=== What you are asked to do ===
Search the data for the word "pinky" and copy every line where it occurs.

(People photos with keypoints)
·····
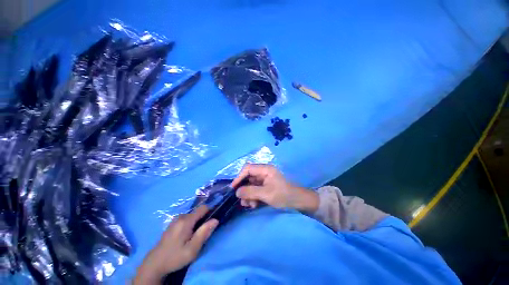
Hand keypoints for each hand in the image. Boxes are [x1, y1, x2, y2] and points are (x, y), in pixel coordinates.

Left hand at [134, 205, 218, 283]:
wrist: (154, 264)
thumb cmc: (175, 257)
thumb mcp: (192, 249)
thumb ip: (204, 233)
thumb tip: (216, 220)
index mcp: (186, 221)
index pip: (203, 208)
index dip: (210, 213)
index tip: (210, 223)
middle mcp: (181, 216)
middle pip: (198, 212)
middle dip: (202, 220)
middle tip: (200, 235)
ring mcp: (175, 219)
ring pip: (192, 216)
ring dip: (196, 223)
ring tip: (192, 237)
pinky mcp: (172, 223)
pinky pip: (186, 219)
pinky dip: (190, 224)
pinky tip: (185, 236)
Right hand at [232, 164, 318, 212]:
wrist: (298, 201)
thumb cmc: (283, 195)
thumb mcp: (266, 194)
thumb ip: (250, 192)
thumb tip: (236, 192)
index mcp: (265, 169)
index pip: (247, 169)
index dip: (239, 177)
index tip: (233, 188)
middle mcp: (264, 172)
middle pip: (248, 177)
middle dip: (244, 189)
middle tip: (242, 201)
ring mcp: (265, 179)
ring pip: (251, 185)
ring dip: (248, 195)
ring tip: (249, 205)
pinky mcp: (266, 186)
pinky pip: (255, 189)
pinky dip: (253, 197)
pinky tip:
·····
=== Answer for this exercise ===
pinky mcp: (172, 223)
pinky pip: (186, 219)
pinky dip: (190, 224)
pinky tip: (185, 236)
pinky mcp: (266, 186)
pinky pip: (255, 189)
pinky dip: (253, 197)
pinky tip:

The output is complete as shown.